Dr. Filler and his wife experienced the patient side of the medical system when their now six-year-old was diagnosed with leukemia at age two. After two years of chemotherapy, his daughter is doing well, says Dr. Filler. But the going was rough in the beginning as he and his wife took turns with their daughter’s care. “I handled most of the doctor visits,” Dr. Filler says. “Because I worked mostly in the lab, my time was more flexible. What we went through with our daughter makes you see how important family is.”
Balancing work and family can be a challenge, Dr. Filler says, but he has found the equilibrium he likes between the lab and the clinic. “I probably spend 75 percent of my time doing research,” he says. “But I like doing both. Taking care of patients brings a more immediate reward and helps me focus on the important issues. Fortunately,” he adds, “I’ve had a lot of support in my institution and am not pressured to spend more time in the clinic.”
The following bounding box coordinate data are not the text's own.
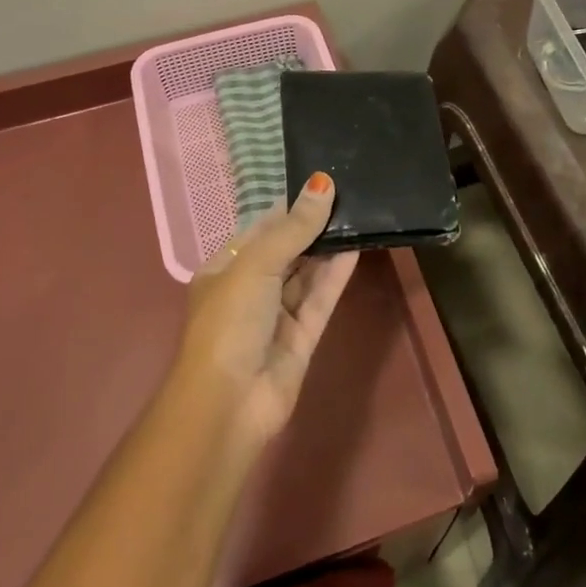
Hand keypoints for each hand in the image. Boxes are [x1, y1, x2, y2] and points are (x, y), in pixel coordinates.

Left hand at [176, 173, 359, 447]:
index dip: (290, 207)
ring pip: (307, 273)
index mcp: (225, 268)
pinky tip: (358, 246)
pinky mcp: (302, 336)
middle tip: (350, 194)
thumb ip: (294, 227)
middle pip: (287, 249)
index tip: (322, 183)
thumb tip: (322, 183)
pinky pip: (321, 297)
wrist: (228, 404)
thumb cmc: (229, 322)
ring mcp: (277, 315)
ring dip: (329, 246)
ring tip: (360, 213)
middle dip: (313, 225)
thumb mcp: (256, 265)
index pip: (261, 229)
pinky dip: (337, 273)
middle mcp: (250, 289)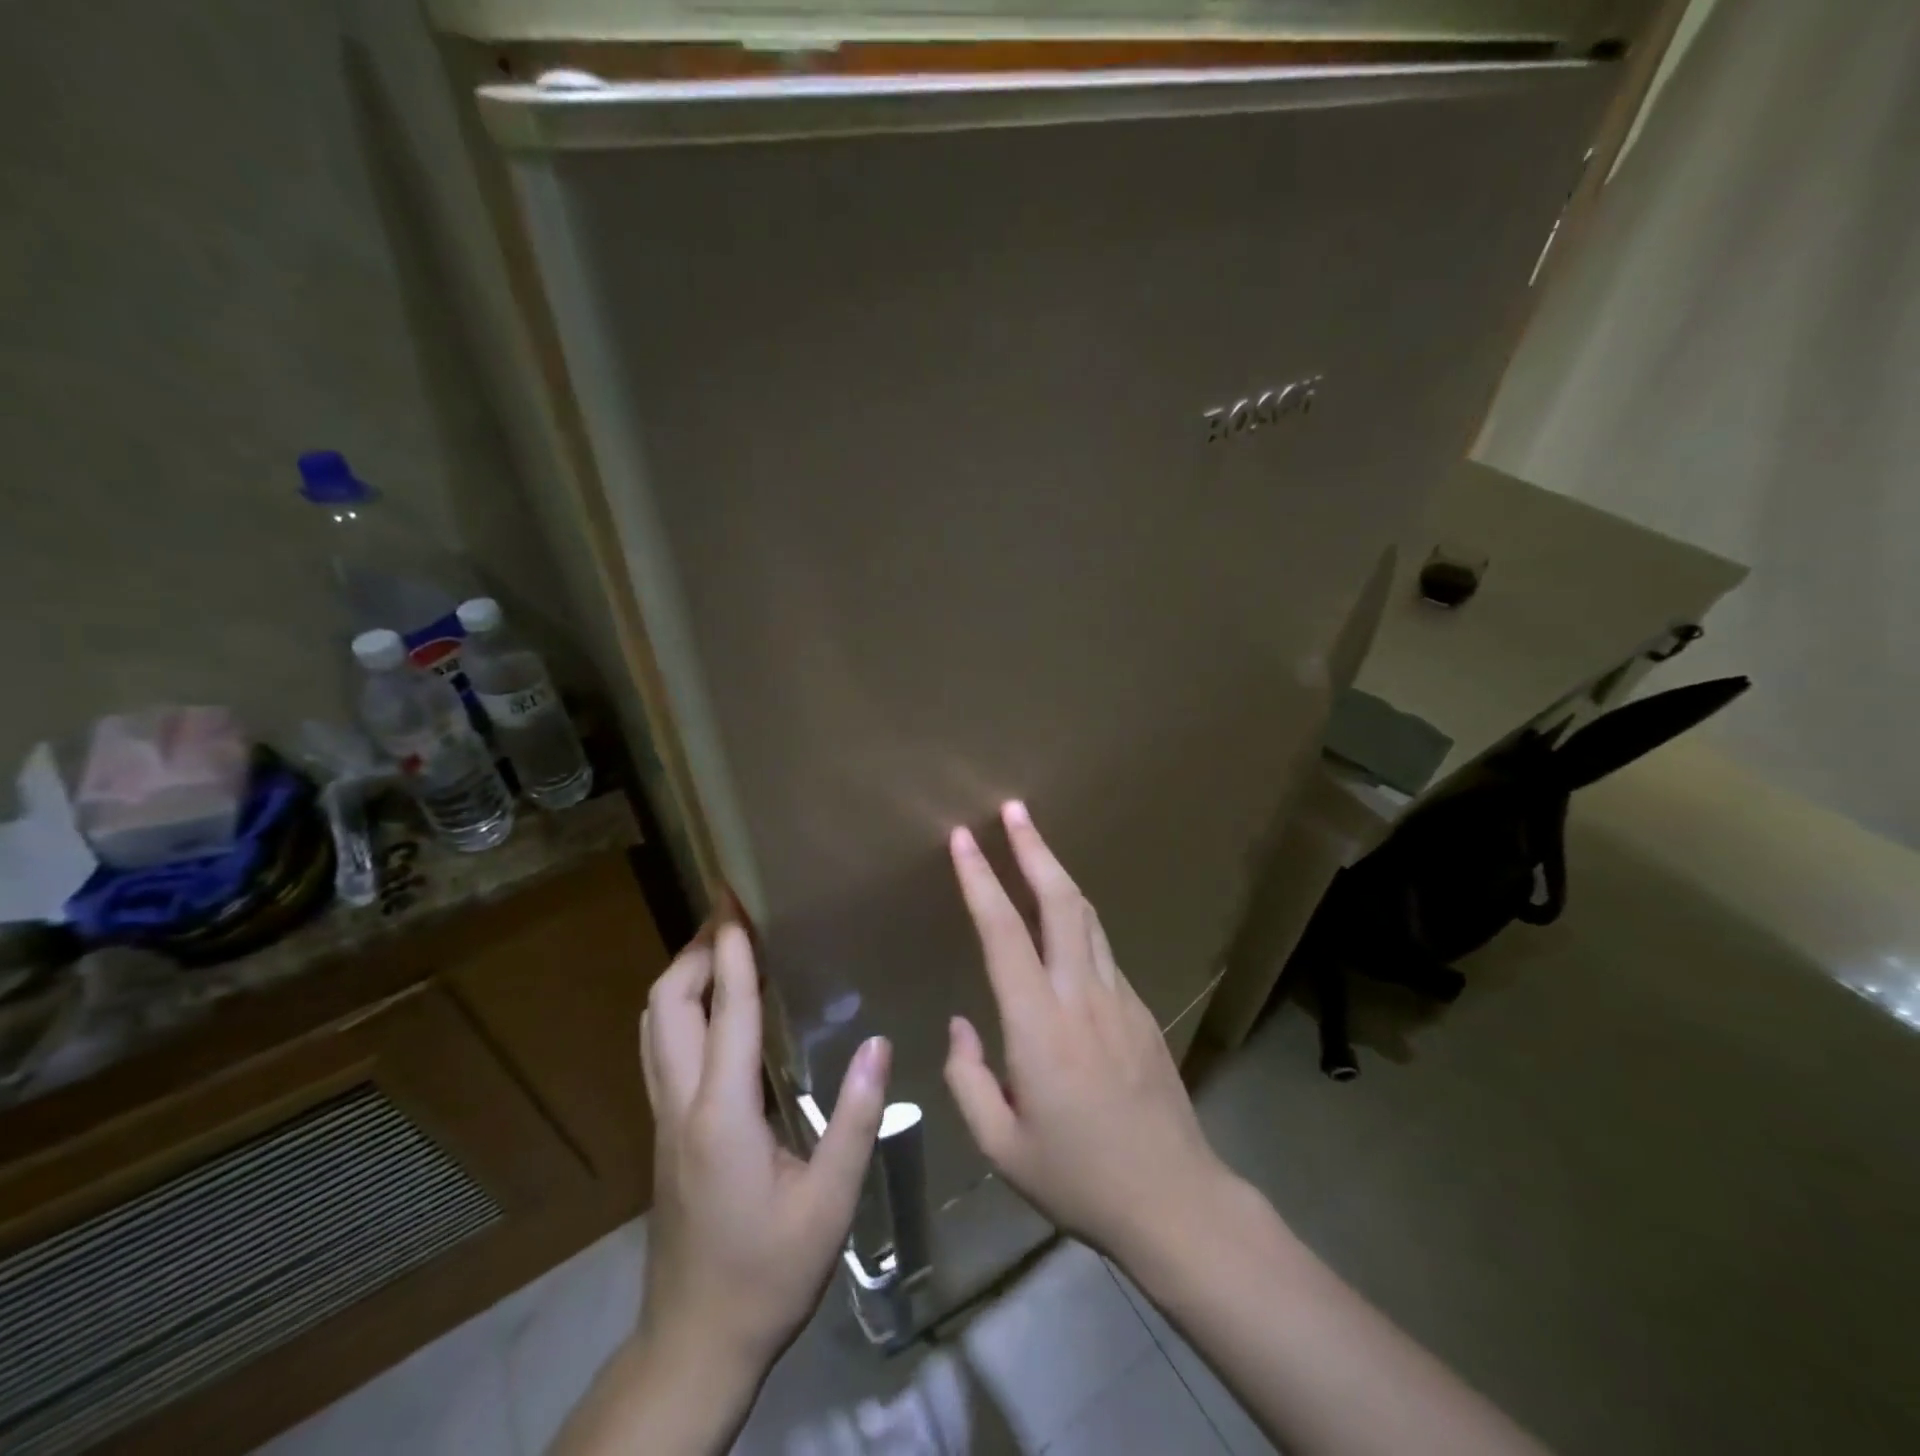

Dr. Filler credits his BWF award with jump-starting his faculty career. “As a result of my getting the BWF award, I was promoted to associate professor,” he says, adding that he also used some of his BWF award to apply for an RO1 research project grant from the National Institutes of Health and got that as well. A promotion to full professor soon followed.
Outside work and his family, Dr. Filler’s main hobby is long distance running. “I used to be an avid marathoner,” he relates, “but I’ve cut back to half marathons and now do two a year here in California.” Dr. Filler remembers his best marathon as one he ran while in college, finishing the course in 2 hours and 46 minutes. Perhaps most impressive, though, is that he finished in second place in an ultra-marathon, a punishing 41 mile test of endurance that he conquered in 5 hours and 15 minutes.